Why are the easiest lessons the hardest to accept. Take the relationship between money and inflation. Since the Romans, people have understood that if a government produces more money, prices rise. It is as simple as that.

Does the Fed accept this most basic of economic relationships? The chart above tracks the 12 month rate rate of the most important measure of the money stock - M2. In 1995, the Fed did understand the importance of controlling the money supply. They had managed to get monetary growth down to around 1 percent a year.

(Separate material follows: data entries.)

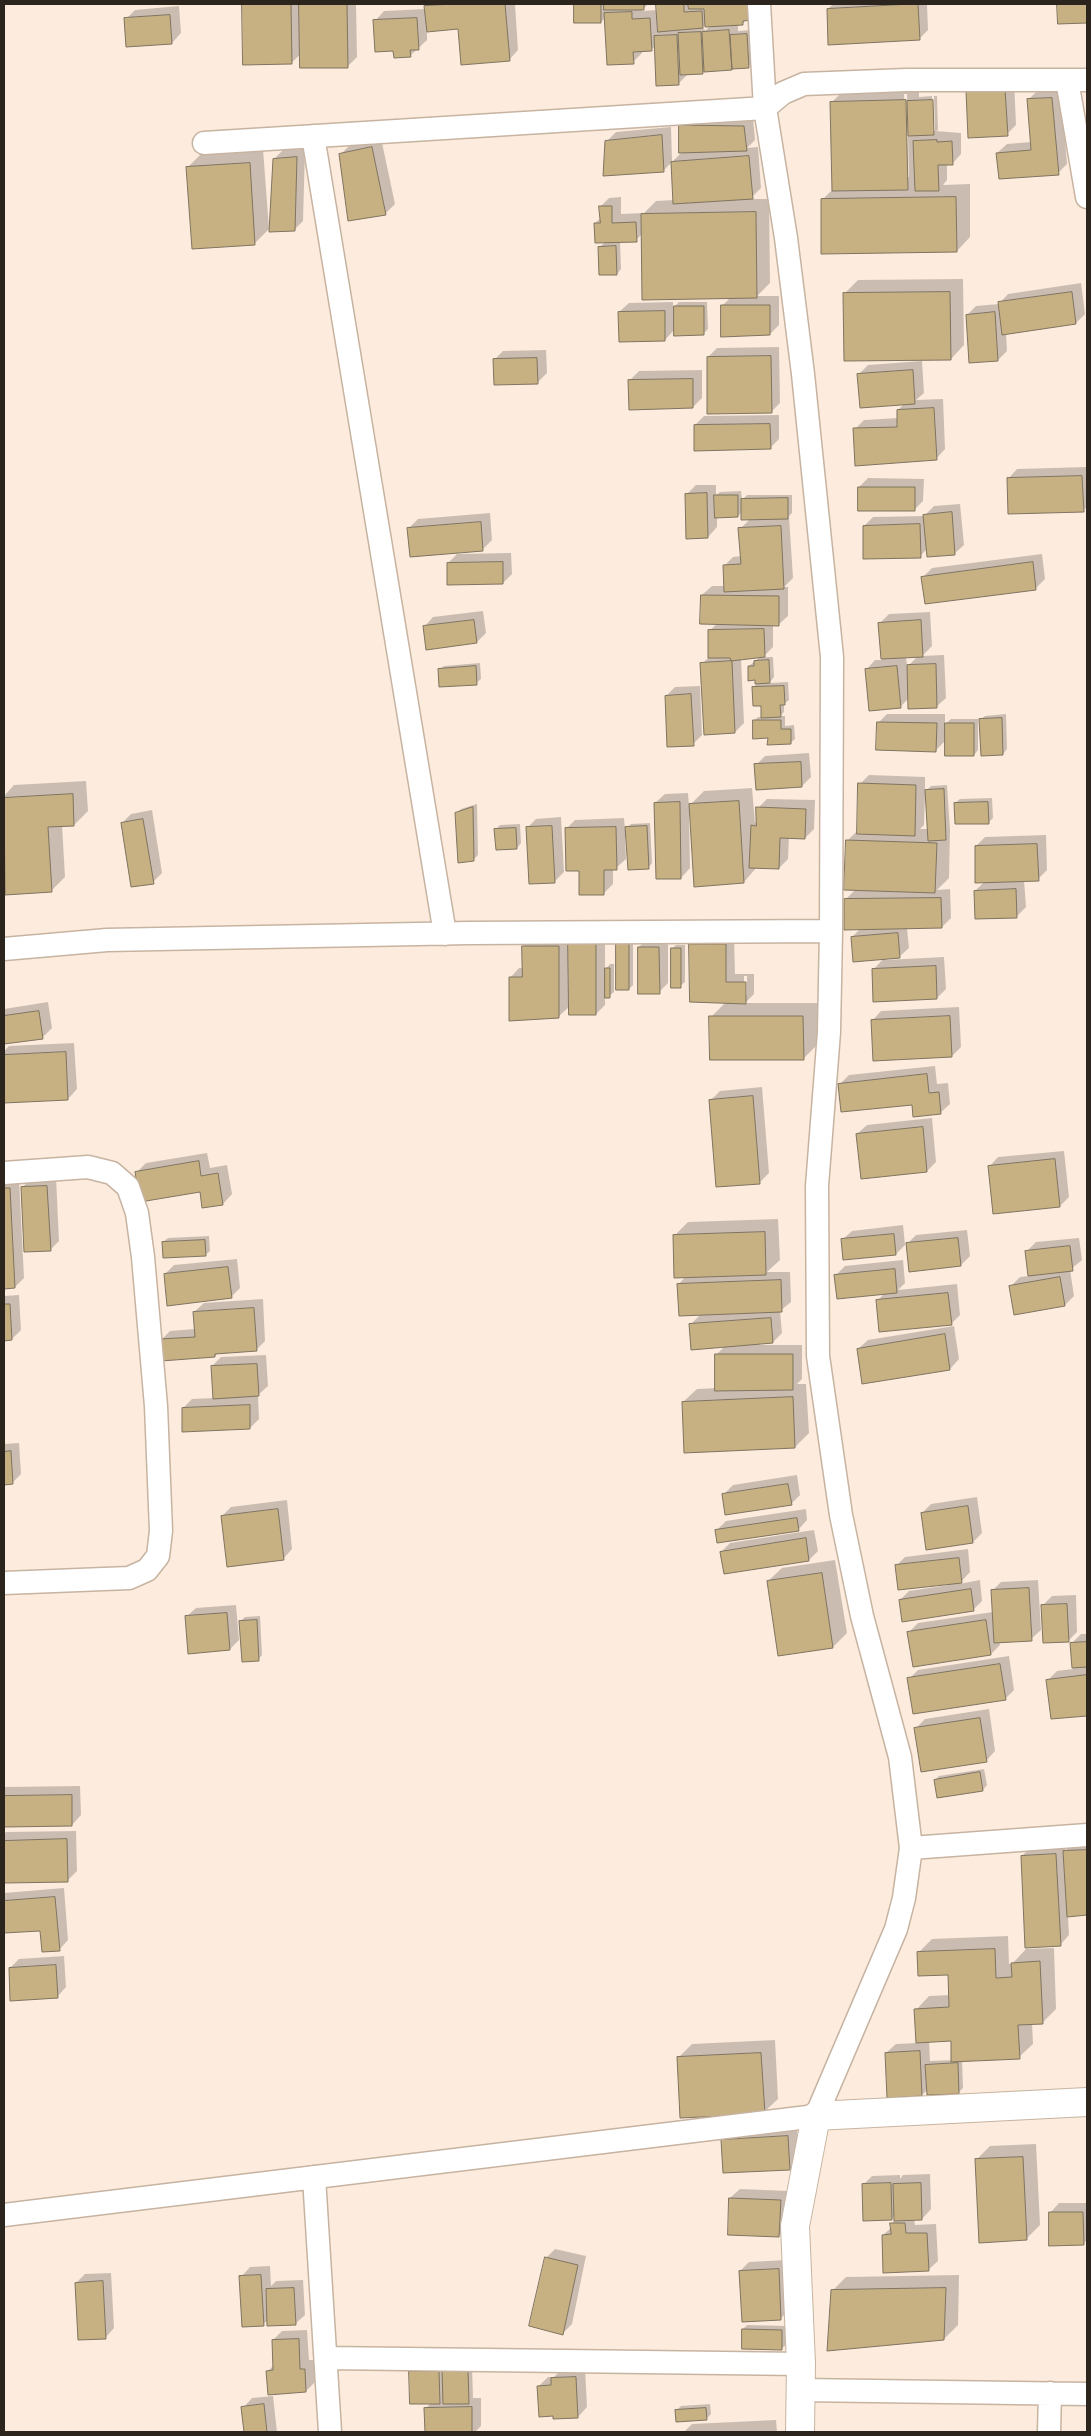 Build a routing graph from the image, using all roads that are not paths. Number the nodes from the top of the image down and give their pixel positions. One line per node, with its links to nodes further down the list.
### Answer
1 (759, 4): 3 (street)
2 (1077, 80): 3 (street); 6 (street)
3 (765, 108): 4 (street); 7 (street)
4 (313, 136): 5 (street); 8 (street)
5 (204, 143)
6 (1087, 198)
7 (831, 931): 8 (street); 13 (street)
8 (445, 934): 9 (street)
9 (4, 949)
10 (4, 1173): 11 (street)
11 (4, 1583)
12 (1087, 1835): 13 (street)
13 (911, 1848): 15 (street)
14 (1087, 2102): 15 (street)
15 (816, 2116): 16 (street); 19 (street)
16 (314, 2177): 17 (street); 18 (street)
17 (4, 2215)
18 (327, 2358): 19 (street); 22 (street)
19 (801, 2377): 20 (street); 23 (street)
20 (1050, 2393): 21 (street); 24 (street)
21 (1087, 2394)
22 (330, 2432)
23 (800, 2432)
24 (1050, 2432)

Then something happened. Collectively, the FOMC must have taken a stupid pill. The committee ordered the guys in the basement to crank up the printing presses. In 1996, the money supply started to rise very rapidly indeed.

What were the consequences of all that extra money? The US got two speculative bubbles in a row. First,there was the stock market bubble, which reached a frenzy with the dot.com fiasco. The Fed calmed things down a little in 2000, raised rates and the dot.coms bombed. Undeterred, the Fed went at it a second time. In 2001, just after 9-11, the money supply began to increase, interest rates came down, and off went the housing bubble. Today, that mess is still being cleared up.

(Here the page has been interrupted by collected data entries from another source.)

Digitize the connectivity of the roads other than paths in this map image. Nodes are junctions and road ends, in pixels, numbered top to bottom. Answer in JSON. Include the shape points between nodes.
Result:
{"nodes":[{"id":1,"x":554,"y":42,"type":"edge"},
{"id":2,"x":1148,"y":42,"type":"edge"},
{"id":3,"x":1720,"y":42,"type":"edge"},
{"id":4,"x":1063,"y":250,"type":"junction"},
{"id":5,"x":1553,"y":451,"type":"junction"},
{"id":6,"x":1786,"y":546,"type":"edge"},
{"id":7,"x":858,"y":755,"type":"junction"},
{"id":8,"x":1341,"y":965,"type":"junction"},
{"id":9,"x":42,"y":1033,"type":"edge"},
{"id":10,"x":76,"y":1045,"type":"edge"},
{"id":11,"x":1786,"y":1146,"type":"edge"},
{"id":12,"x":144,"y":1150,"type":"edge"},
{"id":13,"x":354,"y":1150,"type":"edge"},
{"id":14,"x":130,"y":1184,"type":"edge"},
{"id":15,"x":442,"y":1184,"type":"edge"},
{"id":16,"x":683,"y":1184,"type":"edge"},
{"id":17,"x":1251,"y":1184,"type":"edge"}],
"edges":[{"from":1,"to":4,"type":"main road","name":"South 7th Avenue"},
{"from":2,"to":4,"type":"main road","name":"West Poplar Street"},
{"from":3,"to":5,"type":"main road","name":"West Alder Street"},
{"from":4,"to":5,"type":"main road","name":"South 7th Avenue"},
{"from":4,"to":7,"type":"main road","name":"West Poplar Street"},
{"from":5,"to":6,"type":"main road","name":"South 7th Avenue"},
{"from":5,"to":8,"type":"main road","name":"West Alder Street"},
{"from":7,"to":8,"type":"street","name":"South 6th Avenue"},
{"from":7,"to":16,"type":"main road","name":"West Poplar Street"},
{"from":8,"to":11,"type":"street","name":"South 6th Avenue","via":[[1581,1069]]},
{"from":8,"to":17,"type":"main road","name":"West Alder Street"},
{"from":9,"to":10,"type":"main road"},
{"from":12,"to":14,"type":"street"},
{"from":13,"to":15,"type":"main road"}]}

So, two speculative bubbles in ten years; with the dollar sinking to record lows. Few central banks have such a dismal record of incompetance. The federal government did their part. Encouraged by lower interest rates, it ran up a large fiscal deficit to complement the monetary chaos over at the Fed.

So, in macroeconomic terms, where is the US right now? It has a massive current account deficit; a large fiscal deficit; rising government indebtedness; personal debt is at an all time high; the economy is slowing, while the housing market has fallen down a dark hole; and to top it all, the Fed still has the money supply growing at around 6-7 percent annually.

What is the way out of this mess? Again, it is nothing complicated. The Fed must reduce the growth of the money supply, which means higher interest rates. This will encourage private sector savings, and reduce personal sector indebtedness. Higher interest rates will also discourage the federal government from running up large deficits. This recipe may involve some upfront costs - a recession is very likely. However, continuing this macroeconomic mess will only delay a much deeper and more painful economic downturn later.

Sadly, the Fed has still not quite understood the relationship. As the chart above indicates, monetary growth is still way too fast. Although, the housing market is unwinding; the Fed have ensured that there is still plenty of inflationary pressure building up. Sooner or later, rates will have to go up again.